The reality is that fashion is a $2.5 trillion global industry, and there’s simply no excuse for American brands to be directly or indirectly paying apparel workers so poorly. In New York City, fashion generates $9 billion in total wages, and Fashion Week alone generates $773 million in total economic impact each year. Even in these difficult times, we can afford to give something back and embrace more transparent and responsible labor practices to help workers in America and all over the world.
I didn’t see that so clearly when I lived in Honduras. My family had always been poor. Children did what they were told. We had no concept of exploitation, just as we had no concept of saving money or accumulating possessions — we lived hand to mouth.
I can’t look at a $5 T-shirt on sale in H&M or Walmart without thinking about the hands that made it and the time it took to stitch the fabric.
Moving to America helped me see the injustice I’d been living through. I realized that in this country, even those who are struggling have far more than most Hondurans. I came to see American affluence as a kind of illusion: people flocking to buy cheap, low-quality products that simply couldn’t be manufactured without relying on low-paid, exploitative labor. In Honduras, as in America, people take to the streets to demand change when they suffer injustices — but it was only by coming to America that I could begin to perceive my own place in a global supply chain founded upon systemic injustice.
To make things right, change needs to start with consumers here in America. At my fashion shows, I share my culture and my heritage but also work to promote ethical fashion, sustainable materials, and locally made products. I also give talks and teach classes for college students and high schoolers about the human consequences of the global supply chain that makes fast fashion possible.

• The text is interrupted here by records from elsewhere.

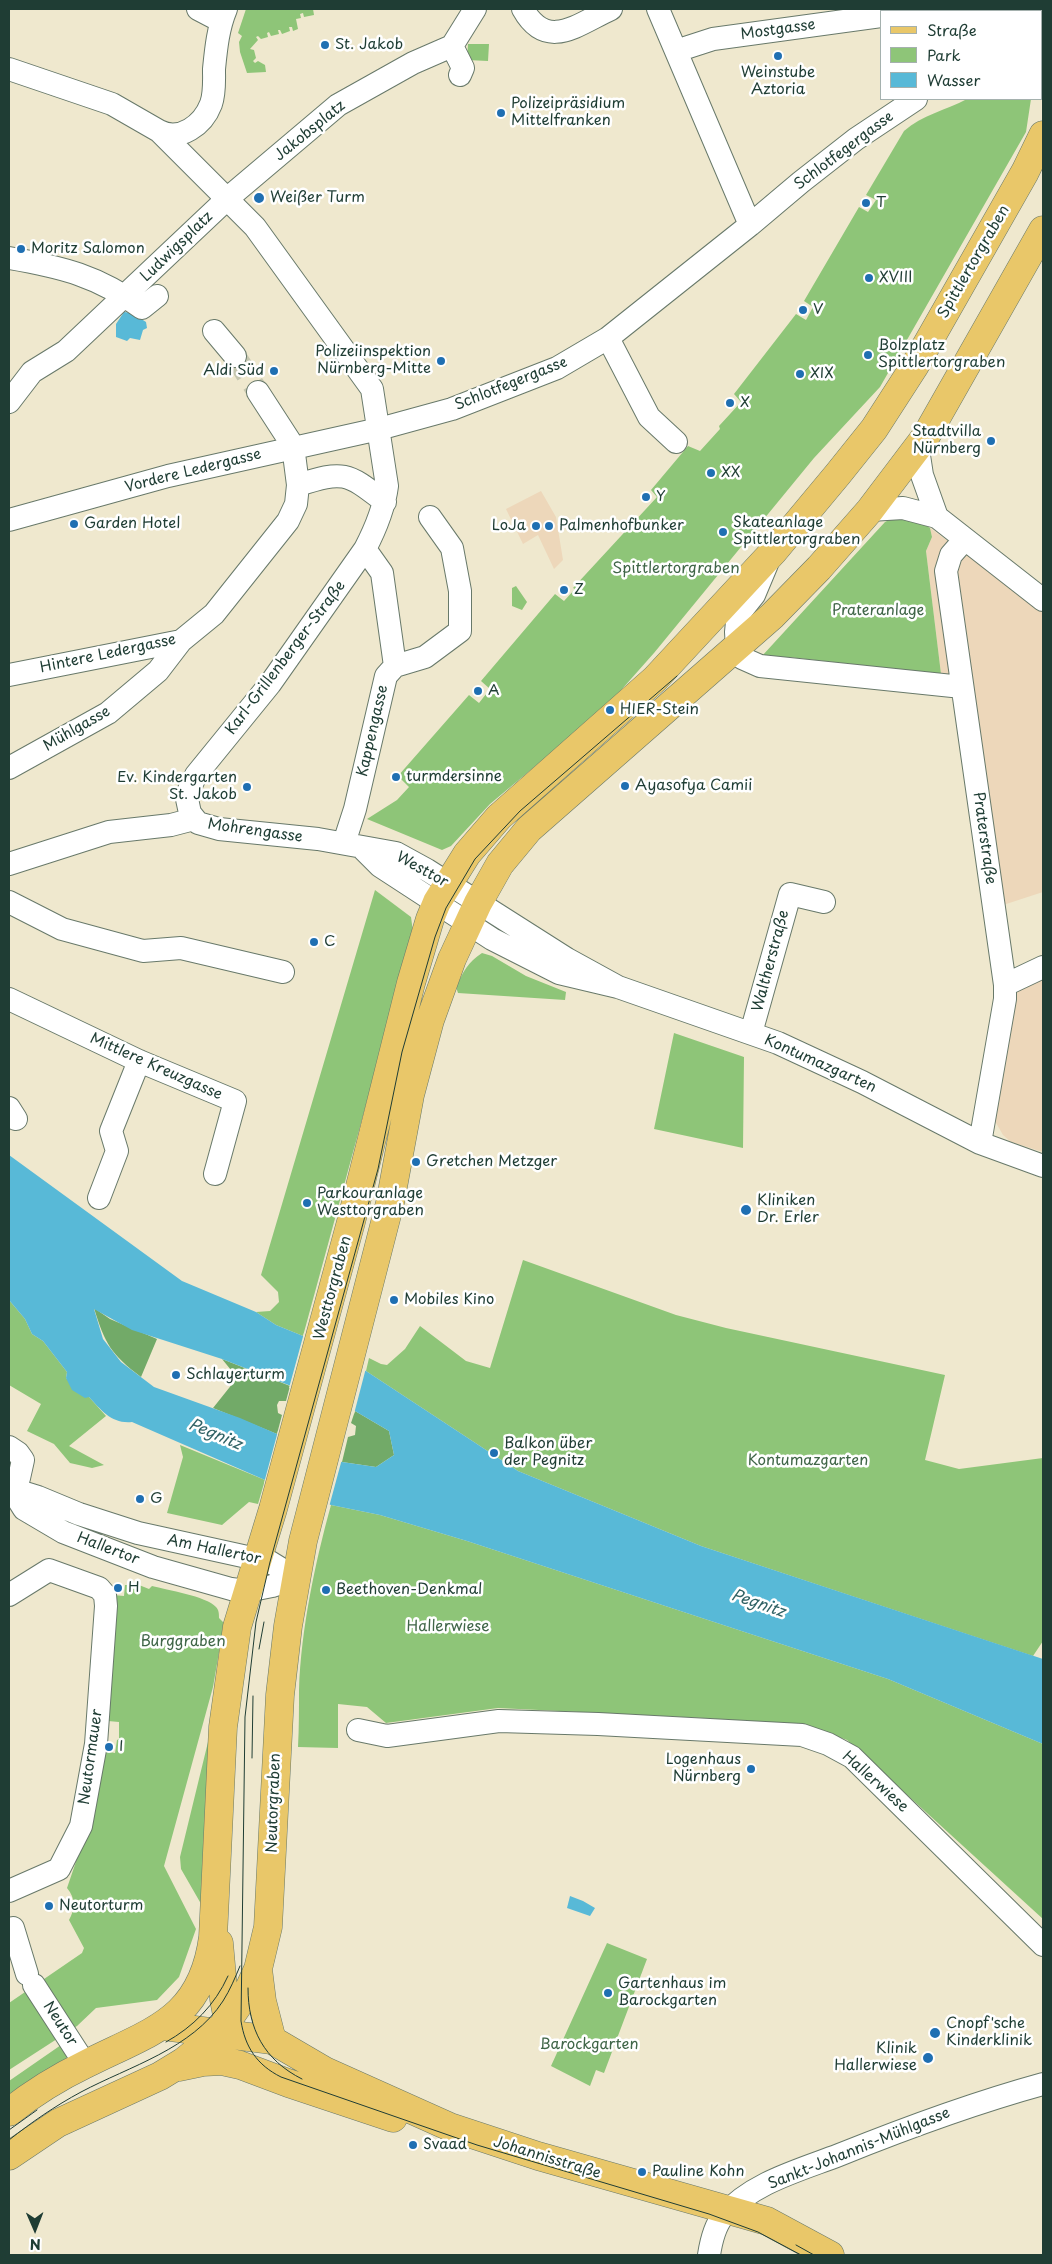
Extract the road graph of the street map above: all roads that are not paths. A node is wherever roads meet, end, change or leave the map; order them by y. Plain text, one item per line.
1 (198, 9) edge
2 (474, 9) edge
3 (523, 9) edge
4 (611, 9) edge
5 (658, 9) edge
6 (224, 15) edge
7 (880, 16) edge
8 (452, 46) junction
9 (676, 51) junction
10 (9, 69) edge
11 (460, 76) dead end
12 (914, 100) edge
13 (159, 131) junction
14 (1043, 136) edge
15 (228, 198) junction
16 (750, 226) junction
17 (1043, 230) edge
18 (9, 258) edge
19 (119, 293) junction
20 (157, 296) dead end
21 (214, 331) dead end
22 (608, 338) junction
23 (235, 356) tunnel mouth
24 (32, 372) junction
25 (9, 380) edge
26 (258, 392) tunnel mouth
27 (9, 402) edge
28 (379, 429) junction
29 (676, 442) dead end
30 (293, 446) junction
31 (918, 449) junction
32 (298, 485) junction
33 (385, 502) junction
34 (870, 510) junction
35 (937, 516) junction
36 (430, 517) dead end
37 (9, 520) edge
38 (965, 539) junction
39 (365, 549) junction
40 (773, 552) junction
41 (1043, 600) edge
42 (181, 641) junction
43 (737, 648) junction
44 (395, 666) junction
45 (9, 675) edge
46 (962, 687) junction
47 (9, 768) edge
48 (194, 819) junction
49 (353, 845) junction
50 (9, 864) edge
51 (442, 892) junction
52 (9, 902) edge
53 (824, 902) dead end
54 (473, 913) junction
55 (1043, 967) edge
56 (283, 972) dead end
57 (1005, 984) junction
58 (9, 999) edge
59 (751, 1033) junction
60 (139, 1061) junction
61 (980, 1143) junction
62 (1043, 1166) edge
63 (215, 1174) dead end
64 (99, 1198) dead end
65 (13, 1450) edge
66 (10, 1491) edge
67 (160, 1538) joint
68 (258, 1559) junction
69 (152, 1567) joint
70 (296, 1578) junction
71 (247, 1591) junction
72 (9, 1595) edge
73 (358, 1730) dead end
74 (9, 1892) edge
75 (214, 1914) junction
76 (11, 1919) edge
77 (1043, 1945) edge
78 (258, 1969) junction
79 (162, 2026) junction
80 (226, 2029) junction
81 (272, 2040) junction
82 (85, 2064) junction
83 (251, 2068) junction
84 (172, 2069) junction
85 (1043, 2084) edge
86 (9, 2112) edge
87 (9, 2156) edge
88 (725, 2216) junction
89 (708, 2255) edge
90 (797, 2255) edge
91 (830, 2255) edge

1 - 6 street
2 - 8 street
3 - 4 street
5 - 9 street
6 - 13 street
7 - 9 street, Mostgasse
8 - 11 street
8 - 15 street, Jakobsplatz
9 - 16 street
10 - 13 street
12 - 16 street, Schlotfegergasse
13 - 15 street, Karl-Grillenberger-Straße
14 - 40 main road, Spittlertorgraben
15 - 19 street, Ludwigsplatz
15 - 28 street, Karl-Grillenberger-Straße
16 - 22 street, Schlotfegergasse
17 - 31 main road
18 - 19 street
19 - 20 street, Ludwigsplatz
19 - 24 street, Ludwigsplatz
21 - 23 street
22 - 28 street, Schlotfegergasse
22 - 29 street
24 - 25 street, Ludwigsplatz
24 - 27 street, Ludwigsplatz
26 - 30 street
28 - 30 street, Vordere Ledergasse
28 - 33 street, Karl-Grillenberger-Straße
30 - 32 street, Hintere Ledergasse
30 - 37 street, Vordere Ledergasse
31 - 34 main road
31 - 35 street
32 - 33 street
32 - 42 street, Hintere Ledergasse
33 - 39 street, Karl-Grillenberger-Straße
34 - 35 street
34 - 43 main road
35 - 38 street
36 - 44 street, Kappengasse
38 - 41 street
38 - 46 street, Praterstraße
39 - 44 street
39 - 48 street, Karl-Grillenberger-Straße
40 - 43 street, Spittlertorgraben
40 - 51 main road, Spittlertorgraben
42 - 45 street, Hintere Ledergasse
42 - 47 street, Mühlgasse
43 - 46 street
43 - 54 main road
44 - 49 street, Kappengasse
46 - 57 street, Praterstraße
48 - 49 street, Mohrengasse
48 - 50 street, Mohrengasse
49 - 51 street, Westtor
51 - 54 street, Westtor
51 - 68 main road, Westtorgraben
52 - 56 street
53 - 59 street, Waltherstraße
54 - 59 street, Kontumazgarten
54 - 70 main road
55 - 57 street
57 - 61 street, Praterstraße
58 - 60 street, Mittlere Kreuzgasse
59 - 61 street, Kontumazgarten
60 - 63 street, Mittlere Kreuzgasse
60 - 64 street
61 - 62 street, Kontumazgarten
65 - 66 street
66 - 67 street, Hallertor
66 - 69 street, Hallertor
67 - 68 street, Am Hallertor
68 - 70 street, Am Hallertor
68 - 71 main road
69 - 71 street, Am Hallertor
70 - 71 street, Am Hallertor
70 - 78 main road, Neutorgraben
71 - 75 main road
72 - 74 street, Neutormauer
73 - 77 street, Hallerwiese
75 - 79 main road
75 - 80 main road
76 - 82 street, Neutor
78 - 80 main road, Neutorgraben
78 - 81 main road
79 - 80 main road
79 - 82 main road
80 - 81 main road, Johannisstraße
80 - 83 main road
80 - 84 main road, Neutorgraben
81 - 88 main road, Johannisstraße
82 - 86 main road
83 - 84 main road, Johannisstraße
83 - 88 main road, Johannisstraße
84 - 87 main road, Neutorgraben
85 - 88 street, Sankt-Johannis-Mühlgasse
88 - 89 street
88 - 90 main road, Johannisstraße
88 - 91 main road, Johannisstraße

I tell them that as a former sweatshop worker, I can’t look at a $5 T-shirt on sale in H&M or Walmart without thinking about the hands that made it and the time it took to stitch the fabric. I tell them: Imagine doing that work yourself — cutting and sewing the materials, over and over — and you’ll see that there’s simply no way to manufacture a shirt for $5 without exploiting someone.

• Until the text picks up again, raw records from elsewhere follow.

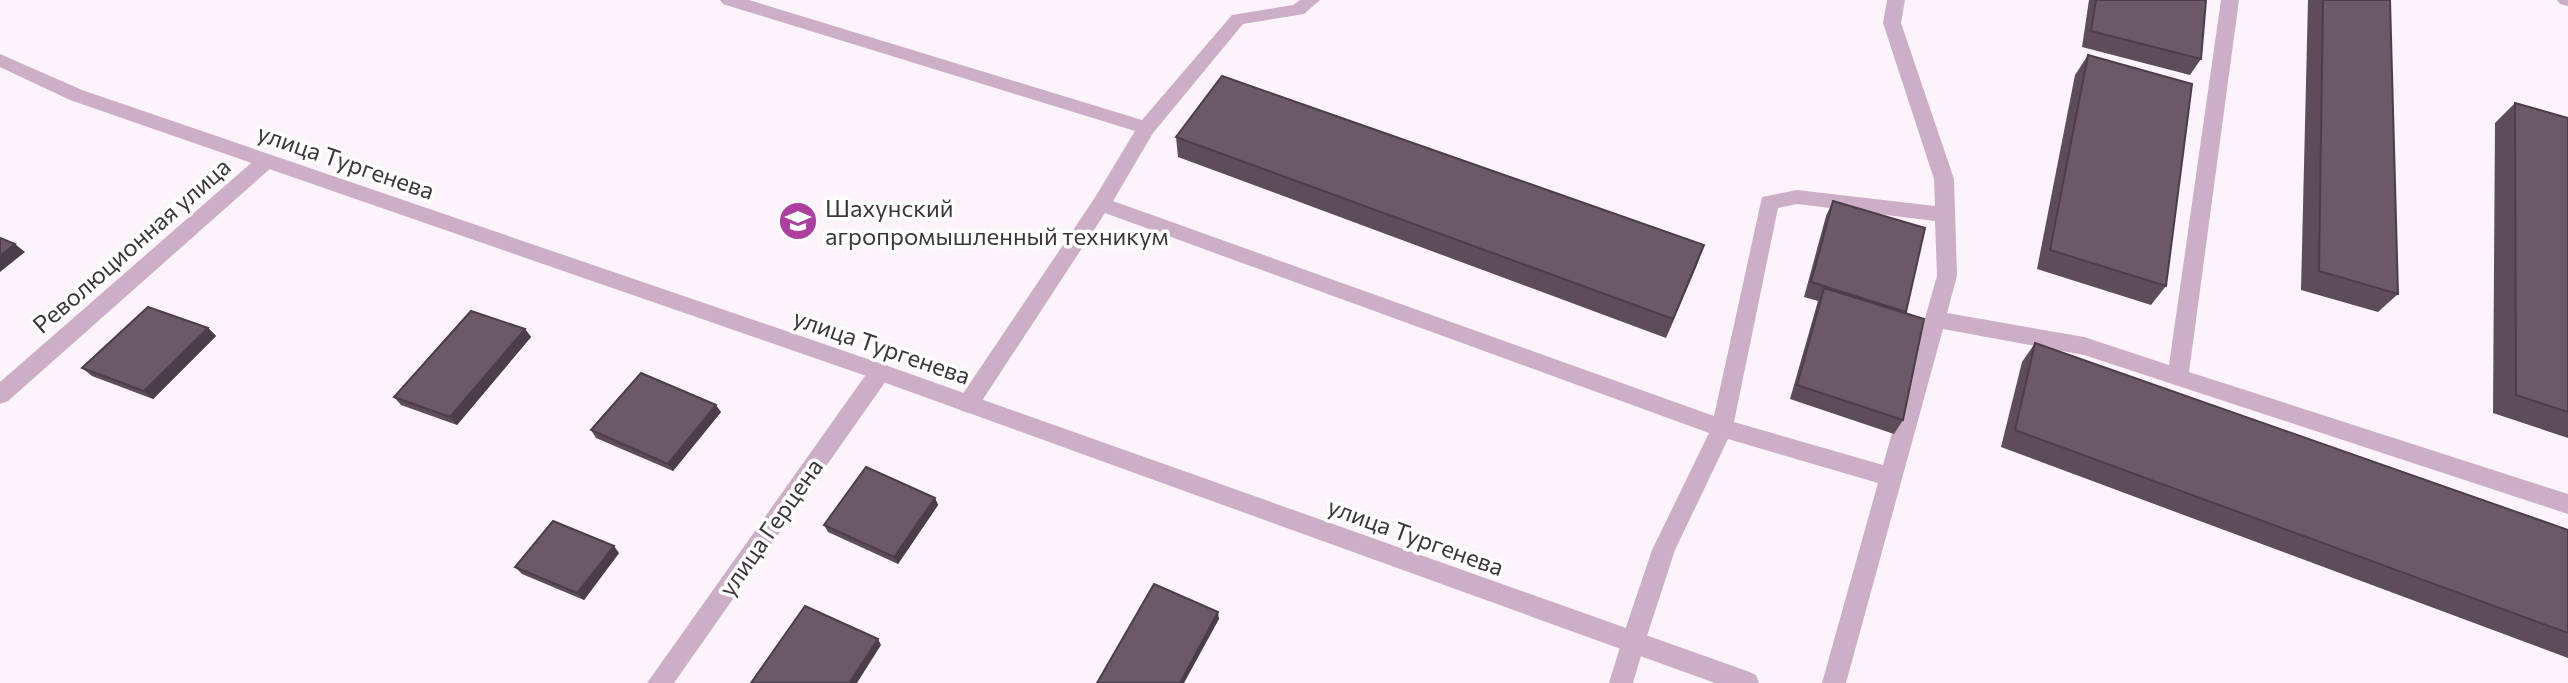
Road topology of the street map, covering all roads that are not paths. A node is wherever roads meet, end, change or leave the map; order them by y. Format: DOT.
graph roads {
  1 [pos="729,0"];
  2 [pos="1311,0"];
  3 [pos="1896,0"];
  4 [pos="2230,0"];
  5 [pos="0,60"];
  6 [pos="1146,128"];
  7 [pos="265,162"];
  8 [pos="1101,204"];
  9 [pos="1945,215"];
  10 [pos="1934,319"];
  11 [pos="880,372"];
  12 [pos="2178,377"];
  13 [pos="0,395"];
  14 [pos="968,404"];
  15 [pos="1722,428"];
  16 [pos="1891,477"];
  17 [pos="2568,504"];
  18 [pos="1633,642"];
  19 [pos="659,683"];
  20 [pos="1621,683"];
  21 [pos="1747,683"];
  22 [pos="1834,683"];
  1 -- 6 [label="street"];
  2 -- 6 [label="street"];
  3 -- 9 [label="street"];
  4 -- 12 [label="street"];
  5 -- 7 [label="street, улица Тургенева"];
  6 -- 8 [label="street"];
  7 -- 11 [label="street, улица Тургенева"];
  7 -- 13 [label="street, Революционная улица"];
  8 -- 14 [label="street"];
  8 -- 15 [label="street"];
  9 -- 10 [label="street"];
  9 -- 15 [label="street"];
  10 -- 12 [label="street"];
  10 -- 16 [label="street"];
  11 -- 14 [label="street, улица Тургенева"];
  11 -- 19 [label="street, улица Герцена"];
  12 -- 17 [label="street"];
  14 -- 18 [label="street, улица Тургенева"];
  15 -- 16 [label="street"];
  15 -- 18 [label="street"];
  16 -- 22 [label="street"];
  18 -- 20 [label="street"];
  18 -- 21 [label="street, улица Тургенева"];
}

Fashion is a globalized business, and many of the designs we saw on the runway this Fashion Week will soon be copied by fast-fashion brands using domestic or foreign sweatshop workers. It’s up to us — as both designers and consumers — to demand that workers are paid a fair wage for their labor. Already, young, ethically conscious American consumers are creating momentum for better labor practices. But nothing will change until every person takes a pause before they click “buy” online and remembers that a human being is behind that purchase.

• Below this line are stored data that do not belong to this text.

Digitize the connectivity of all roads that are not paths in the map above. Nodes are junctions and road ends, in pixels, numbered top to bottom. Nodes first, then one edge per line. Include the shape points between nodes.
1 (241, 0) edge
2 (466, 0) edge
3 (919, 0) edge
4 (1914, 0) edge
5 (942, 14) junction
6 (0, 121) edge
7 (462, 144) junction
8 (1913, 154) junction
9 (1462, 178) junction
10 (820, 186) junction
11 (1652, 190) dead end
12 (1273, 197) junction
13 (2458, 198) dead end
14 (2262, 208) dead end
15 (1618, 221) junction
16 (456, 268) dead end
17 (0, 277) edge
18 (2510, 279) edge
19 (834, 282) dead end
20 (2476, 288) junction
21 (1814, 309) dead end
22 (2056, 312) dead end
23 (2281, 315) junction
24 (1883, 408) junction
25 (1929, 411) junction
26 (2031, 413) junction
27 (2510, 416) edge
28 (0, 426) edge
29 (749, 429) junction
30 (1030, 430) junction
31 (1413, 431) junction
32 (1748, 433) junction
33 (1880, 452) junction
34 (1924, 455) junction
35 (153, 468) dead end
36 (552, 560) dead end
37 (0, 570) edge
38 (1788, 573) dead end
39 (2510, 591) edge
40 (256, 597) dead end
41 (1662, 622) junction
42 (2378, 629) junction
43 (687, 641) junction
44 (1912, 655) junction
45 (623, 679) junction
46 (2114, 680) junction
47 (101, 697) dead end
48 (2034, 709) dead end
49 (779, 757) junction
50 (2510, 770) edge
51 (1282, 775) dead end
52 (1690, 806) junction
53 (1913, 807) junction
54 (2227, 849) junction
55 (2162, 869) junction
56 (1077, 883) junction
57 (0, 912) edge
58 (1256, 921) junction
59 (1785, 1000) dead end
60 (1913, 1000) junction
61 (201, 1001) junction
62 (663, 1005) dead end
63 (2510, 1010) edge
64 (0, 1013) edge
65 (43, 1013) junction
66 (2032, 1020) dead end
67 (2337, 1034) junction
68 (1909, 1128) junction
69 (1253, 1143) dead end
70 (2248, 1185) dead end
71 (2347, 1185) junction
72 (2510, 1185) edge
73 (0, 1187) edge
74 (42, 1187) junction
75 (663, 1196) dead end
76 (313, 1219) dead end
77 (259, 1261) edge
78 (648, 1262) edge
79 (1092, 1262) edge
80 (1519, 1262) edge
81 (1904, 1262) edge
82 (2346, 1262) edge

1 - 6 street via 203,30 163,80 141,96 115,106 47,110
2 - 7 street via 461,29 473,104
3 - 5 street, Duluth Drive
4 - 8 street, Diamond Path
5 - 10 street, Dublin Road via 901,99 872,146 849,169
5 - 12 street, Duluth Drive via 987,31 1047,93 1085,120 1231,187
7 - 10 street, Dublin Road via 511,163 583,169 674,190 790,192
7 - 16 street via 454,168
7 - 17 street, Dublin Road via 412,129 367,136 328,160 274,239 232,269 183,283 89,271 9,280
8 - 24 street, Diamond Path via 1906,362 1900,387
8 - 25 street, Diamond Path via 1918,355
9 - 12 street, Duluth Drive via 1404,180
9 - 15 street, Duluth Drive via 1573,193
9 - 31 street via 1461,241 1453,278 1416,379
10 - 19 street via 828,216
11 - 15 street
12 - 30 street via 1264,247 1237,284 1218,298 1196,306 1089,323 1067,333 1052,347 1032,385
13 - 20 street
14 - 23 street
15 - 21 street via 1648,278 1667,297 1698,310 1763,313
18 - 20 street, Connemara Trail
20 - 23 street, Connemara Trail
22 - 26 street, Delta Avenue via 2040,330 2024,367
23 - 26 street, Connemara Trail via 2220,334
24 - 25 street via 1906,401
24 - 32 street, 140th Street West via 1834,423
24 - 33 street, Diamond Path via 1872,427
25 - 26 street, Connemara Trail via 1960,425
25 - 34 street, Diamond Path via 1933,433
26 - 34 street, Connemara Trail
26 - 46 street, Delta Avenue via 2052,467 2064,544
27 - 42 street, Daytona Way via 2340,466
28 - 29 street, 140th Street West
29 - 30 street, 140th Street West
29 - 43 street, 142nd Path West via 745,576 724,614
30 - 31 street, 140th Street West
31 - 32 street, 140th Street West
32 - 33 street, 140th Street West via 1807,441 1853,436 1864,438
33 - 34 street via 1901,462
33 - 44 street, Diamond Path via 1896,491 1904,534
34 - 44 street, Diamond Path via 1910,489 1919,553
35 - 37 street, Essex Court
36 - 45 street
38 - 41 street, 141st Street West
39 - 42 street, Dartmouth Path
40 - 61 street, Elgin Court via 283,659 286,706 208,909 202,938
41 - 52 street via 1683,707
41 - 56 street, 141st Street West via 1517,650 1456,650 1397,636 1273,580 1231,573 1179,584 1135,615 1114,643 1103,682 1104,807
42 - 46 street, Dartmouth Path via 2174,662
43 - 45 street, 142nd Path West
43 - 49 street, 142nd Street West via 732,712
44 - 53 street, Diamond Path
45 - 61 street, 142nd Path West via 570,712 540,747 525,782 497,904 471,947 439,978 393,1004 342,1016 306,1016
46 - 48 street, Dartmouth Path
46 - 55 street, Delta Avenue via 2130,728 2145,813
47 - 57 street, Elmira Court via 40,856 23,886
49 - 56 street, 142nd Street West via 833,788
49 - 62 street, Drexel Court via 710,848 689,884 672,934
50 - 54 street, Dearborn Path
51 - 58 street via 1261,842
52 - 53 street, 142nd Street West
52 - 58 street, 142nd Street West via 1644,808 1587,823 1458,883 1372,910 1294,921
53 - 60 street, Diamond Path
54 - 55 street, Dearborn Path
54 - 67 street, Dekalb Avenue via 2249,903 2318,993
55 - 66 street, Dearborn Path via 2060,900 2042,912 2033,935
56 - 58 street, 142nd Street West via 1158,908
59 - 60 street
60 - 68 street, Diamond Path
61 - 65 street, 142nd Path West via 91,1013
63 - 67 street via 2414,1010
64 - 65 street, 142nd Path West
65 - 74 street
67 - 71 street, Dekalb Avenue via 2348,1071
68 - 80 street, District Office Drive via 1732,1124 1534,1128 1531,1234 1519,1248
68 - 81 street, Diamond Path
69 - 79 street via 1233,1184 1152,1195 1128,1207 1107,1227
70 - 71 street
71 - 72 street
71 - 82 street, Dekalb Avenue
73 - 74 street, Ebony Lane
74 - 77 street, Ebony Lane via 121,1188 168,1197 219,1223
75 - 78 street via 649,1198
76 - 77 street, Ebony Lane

I still suffer from chronic back pain from the many months I spent hunched over a sewing machine. I often have trouble sleeping. But I’m so grateful to be here and able to talk about these issues to people who haven’t lived through it. Immigrants are a vital part of the U.S. fashion industry: We make up over 76% of the workforce in California’s apparel factories, according to New American Economy, and 85% of fashion industry professionals say immigrant workers are essential to their ongoing success. But immigration stories like mine aren’t just about mobility or economic empowerment. They’re about the kind of values that we want to be associated with and the way that a just society can be a source of inspiration for people all over the world who long to change their lives for the better.
I hope that as we look back on Fashion Week, we’ll all take a moment to reflect on our own privilege. It’s great to celebrate the amazing creativity and talent of top designers — but now more than ever, we also need to recognize the injustices inherent in the global fashion business and commit to finding ways to make our industry fairer, safer, and more sustainable for everyone.